La questione relativa all’applicabilità delle procedure da sovrandebitamento previste dalla legge n. 3/2012 ruota tutta intorno alla definizione di consumatore.
Vediamo come la giurisprudenza considera il singolo condomino e il condominio per comprendere se anche questi soggetti possono ricorrere e in che modo alle procedure di composizione delle crisi da sovraindebitamento.
Il sovraindebitamento, così come definito dall’art. 6 della legge n. 3/2012 è “la situazione di perdurante squilibrio tra le obbligazioni assunte e il patrimonio prontamente liquidabile per farvi fronte, che determina la rilevante difficoltà di adempiere le proprie obbligazioni, ovvero la definitiva incapacità di adempierle regolarmente.”
Lo stesso articolo definisce poi il consumatore come “il debitore persona fisica che ha assunto obbligazioni esclusivamente per scopi estranei all’attività imprenditoriale o professionale eventualmente svolta.”
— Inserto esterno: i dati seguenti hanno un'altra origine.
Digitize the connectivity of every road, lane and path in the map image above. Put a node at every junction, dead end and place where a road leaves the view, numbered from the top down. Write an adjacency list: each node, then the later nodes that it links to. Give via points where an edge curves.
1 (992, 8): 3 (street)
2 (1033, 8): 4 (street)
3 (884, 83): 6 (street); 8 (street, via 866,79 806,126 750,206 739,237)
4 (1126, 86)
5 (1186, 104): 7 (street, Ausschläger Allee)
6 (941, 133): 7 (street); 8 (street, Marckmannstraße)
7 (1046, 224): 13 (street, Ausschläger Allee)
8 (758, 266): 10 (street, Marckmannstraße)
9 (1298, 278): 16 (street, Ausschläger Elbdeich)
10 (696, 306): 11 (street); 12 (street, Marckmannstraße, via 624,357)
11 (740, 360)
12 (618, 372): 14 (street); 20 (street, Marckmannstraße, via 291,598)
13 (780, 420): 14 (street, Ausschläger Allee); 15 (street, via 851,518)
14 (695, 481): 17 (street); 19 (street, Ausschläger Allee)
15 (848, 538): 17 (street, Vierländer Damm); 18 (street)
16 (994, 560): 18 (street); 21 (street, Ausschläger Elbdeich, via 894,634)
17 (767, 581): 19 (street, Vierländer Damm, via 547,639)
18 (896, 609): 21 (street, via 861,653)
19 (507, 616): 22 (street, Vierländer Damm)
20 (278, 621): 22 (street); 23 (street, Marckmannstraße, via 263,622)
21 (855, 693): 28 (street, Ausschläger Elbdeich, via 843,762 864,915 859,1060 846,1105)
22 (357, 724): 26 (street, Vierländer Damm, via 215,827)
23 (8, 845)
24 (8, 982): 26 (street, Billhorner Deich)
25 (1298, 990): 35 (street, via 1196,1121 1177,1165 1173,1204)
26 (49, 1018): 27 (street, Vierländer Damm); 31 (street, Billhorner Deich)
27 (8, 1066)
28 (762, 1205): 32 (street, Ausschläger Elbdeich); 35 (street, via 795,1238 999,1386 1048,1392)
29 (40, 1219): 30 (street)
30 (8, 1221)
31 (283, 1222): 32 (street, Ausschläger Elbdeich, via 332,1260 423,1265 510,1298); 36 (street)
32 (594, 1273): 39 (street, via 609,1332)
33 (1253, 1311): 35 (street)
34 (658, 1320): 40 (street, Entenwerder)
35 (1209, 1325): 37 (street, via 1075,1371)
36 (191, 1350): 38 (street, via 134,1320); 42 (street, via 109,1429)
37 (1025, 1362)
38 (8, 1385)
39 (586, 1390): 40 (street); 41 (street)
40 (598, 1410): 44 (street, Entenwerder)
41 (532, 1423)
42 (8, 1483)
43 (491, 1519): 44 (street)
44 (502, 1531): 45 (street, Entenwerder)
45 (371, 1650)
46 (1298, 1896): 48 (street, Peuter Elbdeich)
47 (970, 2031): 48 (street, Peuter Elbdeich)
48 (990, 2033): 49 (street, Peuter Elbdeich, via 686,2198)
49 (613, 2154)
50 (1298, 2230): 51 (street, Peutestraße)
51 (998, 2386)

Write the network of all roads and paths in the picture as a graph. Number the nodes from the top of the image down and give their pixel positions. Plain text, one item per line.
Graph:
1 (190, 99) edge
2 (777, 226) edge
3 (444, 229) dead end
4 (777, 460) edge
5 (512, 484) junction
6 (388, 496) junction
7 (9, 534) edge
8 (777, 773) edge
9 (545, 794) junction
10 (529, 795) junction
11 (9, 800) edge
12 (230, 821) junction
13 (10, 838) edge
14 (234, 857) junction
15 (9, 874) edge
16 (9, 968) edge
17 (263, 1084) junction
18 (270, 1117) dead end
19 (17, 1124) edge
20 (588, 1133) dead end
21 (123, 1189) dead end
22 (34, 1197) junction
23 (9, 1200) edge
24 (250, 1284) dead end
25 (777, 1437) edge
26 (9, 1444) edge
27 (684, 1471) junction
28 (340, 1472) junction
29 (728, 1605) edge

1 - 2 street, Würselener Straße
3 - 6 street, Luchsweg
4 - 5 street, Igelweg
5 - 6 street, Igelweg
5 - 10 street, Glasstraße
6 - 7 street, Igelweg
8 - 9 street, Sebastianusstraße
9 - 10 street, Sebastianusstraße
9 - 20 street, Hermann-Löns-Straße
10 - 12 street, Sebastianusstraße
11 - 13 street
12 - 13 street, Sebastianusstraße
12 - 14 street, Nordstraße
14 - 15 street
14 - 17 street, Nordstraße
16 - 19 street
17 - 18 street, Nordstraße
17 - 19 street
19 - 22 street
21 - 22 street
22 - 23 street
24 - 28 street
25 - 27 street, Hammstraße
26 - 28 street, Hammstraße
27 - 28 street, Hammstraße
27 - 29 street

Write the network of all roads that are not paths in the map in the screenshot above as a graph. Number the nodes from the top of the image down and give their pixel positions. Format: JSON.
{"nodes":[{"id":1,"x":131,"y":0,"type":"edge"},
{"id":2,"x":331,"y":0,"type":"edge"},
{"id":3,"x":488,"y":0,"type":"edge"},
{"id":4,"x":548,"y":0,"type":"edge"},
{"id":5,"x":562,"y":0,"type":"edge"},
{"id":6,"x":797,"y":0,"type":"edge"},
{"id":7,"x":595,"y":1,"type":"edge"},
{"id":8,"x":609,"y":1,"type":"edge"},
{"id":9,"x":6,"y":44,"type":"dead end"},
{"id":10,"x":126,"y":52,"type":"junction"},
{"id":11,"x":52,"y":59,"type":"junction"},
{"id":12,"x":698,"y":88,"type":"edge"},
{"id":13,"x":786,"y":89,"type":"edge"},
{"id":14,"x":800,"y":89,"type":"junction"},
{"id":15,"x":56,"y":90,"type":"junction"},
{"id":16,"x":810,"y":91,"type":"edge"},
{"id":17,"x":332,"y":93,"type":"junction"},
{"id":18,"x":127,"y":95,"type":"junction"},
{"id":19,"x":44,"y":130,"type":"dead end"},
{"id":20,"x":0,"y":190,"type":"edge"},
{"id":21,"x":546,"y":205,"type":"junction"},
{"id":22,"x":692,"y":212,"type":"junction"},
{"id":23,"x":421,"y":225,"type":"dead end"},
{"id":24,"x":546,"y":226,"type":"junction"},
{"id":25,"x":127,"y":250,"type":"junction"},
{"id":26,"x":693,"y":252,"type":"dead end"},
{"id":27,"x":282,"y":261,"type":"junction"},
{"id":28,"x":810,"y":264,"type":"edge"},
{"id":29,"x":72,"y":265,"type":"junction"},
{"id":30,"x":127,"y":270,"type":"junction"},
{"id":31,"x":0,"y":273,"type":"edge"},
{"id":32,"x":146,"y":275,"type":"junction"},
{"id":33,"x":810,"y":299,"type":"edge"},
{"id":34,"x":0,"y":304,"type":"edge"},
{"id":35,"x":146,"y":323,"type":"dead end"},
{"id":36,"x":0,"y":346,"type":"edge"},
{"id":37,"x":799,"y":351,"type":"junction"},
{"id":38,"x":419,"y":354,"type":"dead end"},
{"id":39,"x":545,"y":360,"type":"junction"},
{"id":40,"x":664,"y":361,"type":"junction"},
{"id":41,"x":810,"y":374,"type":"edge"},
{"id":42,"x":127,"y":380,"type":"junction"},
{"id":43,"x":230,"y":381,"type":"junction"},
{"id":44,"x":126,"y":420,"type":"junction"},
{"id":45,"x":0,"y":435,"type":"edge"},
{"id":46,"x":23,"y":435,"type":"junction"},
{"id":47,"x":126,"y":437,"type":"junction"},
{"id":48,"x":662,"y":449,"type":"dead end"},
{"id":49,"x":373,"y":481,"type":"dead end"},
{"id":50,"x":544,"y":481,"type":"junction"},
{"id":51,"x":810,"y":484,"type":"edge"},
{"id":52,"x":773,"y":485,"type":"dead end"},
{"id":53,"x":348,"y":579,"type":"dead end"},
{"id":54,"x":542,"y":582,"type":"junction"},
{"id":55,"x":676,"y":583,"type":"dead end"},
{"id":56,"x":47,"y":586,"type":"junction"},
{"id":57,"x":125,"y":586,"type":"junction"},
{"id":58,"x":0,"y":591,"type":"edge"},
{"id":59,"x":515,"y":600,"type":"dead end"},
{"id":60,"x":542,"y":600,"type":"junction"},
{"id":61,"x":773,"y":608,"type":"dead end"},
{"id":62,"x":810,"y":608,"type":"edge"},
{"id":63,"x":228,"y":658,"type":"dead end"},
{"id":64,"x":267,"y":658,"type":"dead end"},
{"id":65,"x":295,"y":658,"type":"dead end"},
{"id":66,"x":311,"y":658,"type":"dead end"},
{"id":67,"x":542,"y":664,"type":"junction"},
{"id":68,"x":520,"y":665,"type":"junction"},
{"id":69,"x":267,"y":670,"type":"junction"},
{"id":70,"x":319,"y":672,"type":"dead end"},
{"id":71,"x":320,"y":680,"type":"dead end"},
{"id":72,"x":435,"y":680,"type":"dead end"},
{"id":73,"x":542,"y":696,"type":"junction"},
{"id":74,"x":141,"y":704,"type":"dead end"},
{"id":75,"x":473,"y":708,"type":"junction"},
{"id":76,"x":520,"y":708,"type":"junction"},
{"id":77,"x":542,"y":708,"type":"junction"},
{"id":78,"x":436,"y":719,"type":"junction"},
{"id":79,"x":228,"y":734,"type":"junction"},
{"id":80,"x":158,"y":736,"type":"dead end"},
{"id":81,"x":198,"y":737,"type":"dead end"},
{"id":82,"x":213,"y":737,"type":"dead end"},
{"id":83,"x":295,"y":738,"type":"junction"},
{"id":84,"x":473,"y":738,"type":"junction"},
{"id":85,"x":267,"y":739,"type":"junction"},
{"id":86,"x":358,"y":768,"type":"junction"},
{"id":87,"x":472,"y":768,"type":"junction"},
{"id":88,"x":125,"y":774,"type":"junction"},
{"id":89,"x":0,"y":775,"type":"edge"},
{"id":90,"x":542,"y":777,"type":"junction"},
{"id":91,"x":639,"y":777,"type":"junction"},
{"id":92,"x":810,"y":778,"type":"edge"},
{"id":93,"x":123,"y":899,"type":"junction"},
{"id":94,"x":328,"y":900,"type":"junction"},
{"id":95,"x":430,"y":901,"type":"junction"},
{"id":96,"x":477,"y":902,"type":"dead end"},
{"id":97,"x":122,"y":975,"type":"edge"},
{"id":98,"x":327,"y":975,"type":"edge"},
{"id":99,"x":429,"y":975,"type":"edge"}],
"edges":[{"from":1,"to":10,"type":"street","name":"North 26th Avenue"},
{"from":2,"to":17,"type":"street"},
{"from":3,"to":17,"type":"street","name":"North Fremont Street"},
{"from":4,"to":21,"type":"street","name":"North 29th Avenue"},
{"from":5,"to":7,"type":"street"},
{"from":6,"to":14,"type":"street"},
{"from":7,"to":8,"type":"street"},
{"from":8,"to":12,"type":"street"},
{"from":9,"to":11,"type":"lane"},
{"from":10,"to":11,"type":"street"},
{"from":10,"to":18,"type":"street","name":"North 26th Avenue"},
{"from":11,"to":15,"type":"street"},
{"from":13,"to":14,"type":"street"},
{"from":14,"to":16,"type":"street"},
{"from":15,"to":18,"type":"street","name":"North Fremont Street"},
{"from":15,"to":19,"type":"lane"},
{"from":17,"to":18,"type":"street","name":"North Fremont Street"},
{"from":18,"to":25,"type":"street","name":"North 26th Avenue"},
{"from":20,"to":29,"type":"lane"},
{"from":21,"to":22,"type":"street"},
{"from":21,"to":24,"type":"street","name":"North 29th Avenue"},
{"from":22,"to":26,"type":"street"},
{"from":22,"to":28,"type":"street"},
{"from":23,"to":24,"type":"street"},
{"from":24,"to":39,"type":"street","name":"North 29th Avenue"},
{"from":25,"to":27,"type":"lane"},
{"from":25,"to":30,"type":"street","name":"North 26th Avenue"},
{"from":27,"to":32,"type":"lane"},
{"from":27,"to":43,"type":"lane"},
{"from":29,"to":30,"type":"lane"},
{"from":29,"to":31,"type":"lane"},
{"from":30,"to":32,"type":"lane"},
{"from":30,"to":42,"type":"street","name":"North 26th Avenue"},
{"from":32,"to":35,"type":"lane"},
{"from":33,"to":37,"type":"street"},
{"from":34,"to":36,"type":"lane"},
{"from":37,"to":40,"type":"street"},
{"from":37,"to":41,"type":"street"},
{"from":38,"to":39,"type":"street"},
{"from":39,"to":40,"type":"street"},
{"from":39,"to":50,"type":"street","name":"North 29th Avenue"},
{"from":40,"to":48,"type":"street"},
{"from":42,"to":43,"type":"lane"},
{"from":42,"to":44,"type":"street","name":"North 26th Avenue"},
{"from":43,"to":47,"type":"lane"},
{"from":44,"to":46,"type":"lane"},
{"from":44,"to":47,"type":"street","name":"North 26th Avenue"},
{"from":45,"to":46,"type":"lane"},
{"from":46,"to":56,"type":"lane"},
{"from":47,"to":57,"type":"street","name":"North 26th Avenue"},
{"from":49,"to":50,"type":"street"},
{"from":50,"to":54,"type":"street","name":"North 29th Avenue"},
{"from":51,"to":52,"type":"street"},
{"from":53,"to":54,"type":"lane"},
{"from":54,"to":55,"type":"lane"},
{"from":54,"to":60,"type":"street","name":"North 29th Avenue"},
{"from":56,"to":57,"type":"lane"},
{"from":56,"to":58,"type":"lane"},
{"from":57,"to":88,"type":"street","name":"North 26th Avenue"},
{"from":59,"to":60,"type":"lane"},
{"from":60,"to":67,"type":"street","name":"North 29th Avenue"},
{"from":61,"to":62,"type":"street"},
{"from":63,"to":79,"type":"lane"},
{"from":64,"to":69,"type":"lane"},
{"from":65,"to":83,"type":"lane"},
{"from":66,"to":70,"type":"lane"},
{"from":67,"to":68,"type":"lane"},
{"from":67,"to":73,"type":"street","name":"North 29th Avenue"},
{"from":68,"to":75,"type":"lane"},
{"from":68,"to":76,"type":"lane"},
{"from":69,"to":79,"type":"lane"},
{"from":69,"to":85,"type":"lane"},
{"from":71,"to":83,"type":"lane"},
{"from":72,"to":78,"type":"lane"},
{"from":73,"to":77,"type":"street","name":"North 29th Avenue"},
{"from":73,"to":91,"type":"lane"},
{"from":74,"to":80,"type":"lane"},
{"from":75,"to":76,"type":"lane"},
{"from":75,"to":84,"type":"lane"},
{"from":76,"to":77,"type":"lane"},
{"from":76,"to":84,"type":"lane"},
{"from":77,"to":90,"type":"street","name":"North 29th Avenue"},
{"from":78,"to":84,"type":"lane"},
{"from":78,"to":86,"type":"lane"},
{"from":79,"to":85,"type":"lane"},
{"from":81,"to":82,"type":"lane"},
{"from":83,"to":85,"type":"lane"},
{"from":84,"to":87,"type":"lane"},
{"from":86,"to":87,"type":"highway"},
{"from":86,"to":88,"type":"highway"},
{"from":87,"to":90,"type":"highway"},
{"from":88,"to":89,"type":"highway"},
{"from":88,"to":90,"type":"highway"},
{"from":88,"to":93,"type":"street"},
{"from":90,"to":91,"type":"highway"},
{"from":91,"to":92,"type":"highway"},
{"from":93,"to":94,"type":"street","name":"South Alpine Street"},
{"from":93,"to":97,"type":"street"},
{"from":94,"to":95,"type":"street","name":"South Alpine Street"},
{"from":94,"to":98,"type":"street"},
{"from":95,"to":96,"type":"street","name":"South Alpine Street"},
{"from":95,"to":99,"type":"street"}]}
La legge, soprannominata “salva suicidi” permette a coloro che stanno attraversando un periodo di difficoltà economica di liberarsi dai propri debiti avviando particolari procedure. La normativa rivolta ai consumatori e ai soggetti non sottoponibili al fallimento (concetto ormai superato con il Codice della crisi e dell’insolvenza) prevede tre alternative per liberarsi dai debiti, senza saldare per intero i debiti:
1) procedere a un accordo di ristrutturazione del debito che richiede l’accettazione da almeno quei creditori che rappresentino il 60% del credito;
2) avviare un piano del consumatore che invece non richiede alcun consenso;
3) liquidare il patrimonio del debitore.
Singolo condomino e sovraindebitamento
Ora, la legge sul sovraindebitamento, nel definire il consumatore fa riferimento alla persona fisica che ha assunto delle obbligazioni per ragioni diverse da quella di natura imprenditoriale, ne consegue che anche il singolo condomino, se ha maturato un debito troppo elevato nei confronti del condominio per rate condominiali non pagato, non incontra ostacoli nell’accedere a una delle misure viste prime per liberarsene. Naturalmente ogni opzione, come visto comporterà, da parte del condominio, l’obbligo di attenersi a regole diverse.
Se il condomino dovesse proporre un accordo di ristrutturazione, che presuppone come anticipato, l’accordo dei debitori, l’assemblea del condominio dovrà accettare con le maggioranze richieste dall’art 1336 c.c.
Il discorso cambia se il singolo condomino propone un semplice piano del consumatore o se viene avviata una procedura di liquidazione del patrimonio. In questo caso l’assemblea non deve votare alcunché, può solo contestare la convenienza della procedura prescelta, nella speranza che il giudice non la omologhi.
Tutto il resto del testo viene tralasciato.